Extracted data Start Marker

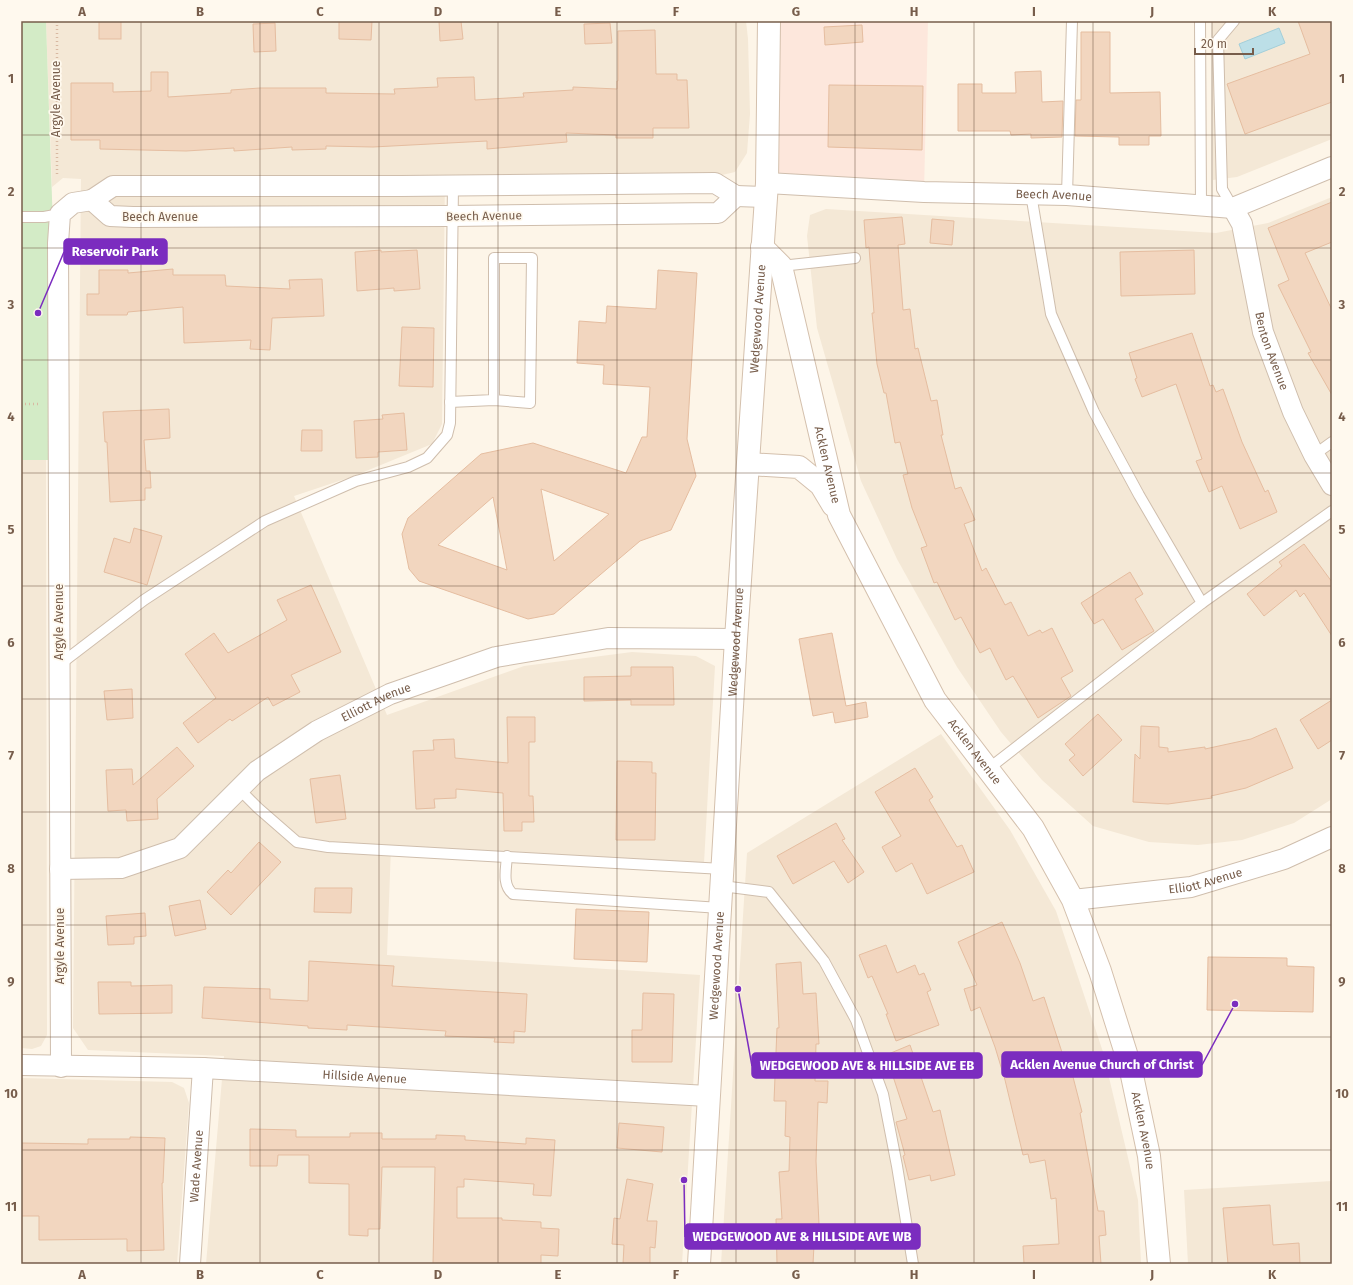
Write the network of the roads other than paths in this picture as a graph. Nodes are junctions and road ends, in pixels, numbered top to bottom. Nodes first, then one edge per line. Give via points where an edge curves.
1 (769, 21) edge
2 (1072, 21) edge
3 (1200, 21) edge
4 (1234, 21) edge
5 (1332, 167) edge
6 (401, 186) junction
7 (453, 186) junction
8 (766, 190) junction
9 (1031, 194) junction
10 (1067, 195) junction
11 (736, 196) junction
12 (92, 200) junction
13 (1201, 207) junction
14 (1233, 208) junction
15 (60, 214) junction
16 (452, 216) junction
17 (21, 217) edge
18 (401, 217) junction
19 (762, 248) junction
20 (854, 258) dead end
21 (781, 266) junction
22 (494, 400) junction
23 (450, 402) junction
24 (1332, 442) edge
25 (1314, 455) junction
26 (749, 464) junction
27 (1332, 485) edge
28 (1332, 511) edge
29 (839, 515) junction
30 (1202, 603) junction
31 (736, 639) junction
32 (59, 664) junction
33 (988, 769) junction
34 (240, 790) junction
35 (1332, 837) edge
36 (506, 856) junction
37 (60, 869) junction
38 (722, 877) junction
39 (1073, 900) junction
40 (720, 908) junction
41 (21, 1065) edge
42 (61, 1067) junction
43 (203, 1068) junction
44 (708, 1096) junction
45 (190, 1264) edge
46 (699, 1264) edge
47 (913, 1264) edge
48 (1159, 1264) edge

1 - 8 main road, Wedgewood Avenue
2 - 10 lane
3 - 13 lane
4 - 14 lane via 1218,40 1222,189
5 - 14 street, Beech Avenue
6 - 7 street
6 - 12 street via 113,186
6 - 18 street
7 - 11 street via 715,183
7 - 16 lane
8 - 9 street, Beech Avenue
8 - 11 street, Beech Avenue
8 - 19 main road, Wedgewood Avenue
9 - 10 street, Beech Avenue
9 - 30 lane via 1051,314 1094,412
10 - 13 street, Beech Avenue
11 - 16 street, Beech Avenue via 718,213
12 - 15 street via 73,203
12 - 18 street, Beech Avenue via 110,216
13 - 14 street, Beech Avenue
14 - 25 street, Benton Avenue via 1242,224 1263,332 1293,412
15 - 17 lane
15 - 32 street, Argyle Avenue
16 - 18 street, Beech Avenue
16 - 23 lane
19 - 21 main road
19 - 26 main road, Wedgewood Avenue
20 - 21 lane
21 - 29 main road, Acklen Avenue
22 - 22 lane via 530,403 532,258 494,258
22 - 23 lane
23 - 32 lane via 448,435 427,458 408,467 356,481 265,521 144,600
24 - 25 lane
25 - 27 street, Benton Avenue
26 - 29 main road via 799,467 821,485
26 - 31 main road, Wedgewood Avenue
28 - 30 lane
29 - 33 main road, Acklen Avenue via 935,700
30 - 33 lane
31 - 34 street, Elliott Avenue via 608,638 496,657 390,694 317,731 257,771
31 - 38 main road, Wedgewood Avenue
32 - 37 street, Argyle Avenue
33 - 39 main road, Acklen Avenue via 1033,828
34 - 36 lane via 297,842 328,847
34 - 37 street, Elliott Avenue via 180,848 121,868
35 - 39 street, Elliott Avenue via 1284,859 1191,887
36 - 38 lane
36 - 40 lane via 505,884 513,894
37 - 42 street, Argyle Avenue
38 - 40 main road, Wedgewood Avenue
38 - 47 lane via 769,892 824,961 856,1020 883,1094
39 - 48 main road, Acklen Avenue via 1100,971 1130,1066 1149,1156
40 - 44 main road, Wedgewood Avenue
41 - 42 street, Hillside Avenue
42 - 43 street, Hillside Avenue
43 - 44 street, Hillside Avenue
43 - 45 street, Wade Avenue
44 - 46 main road, Wedgewood Avenue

Extracted data End Marker

What is needed - Your task is to copy every line of the entries that contains the string "Hillside".

Written solution -
41 - 42 street, Hillside Avenue
42 - 43 street, Hillside Avenue
43 - 44 street, Hillside Avenue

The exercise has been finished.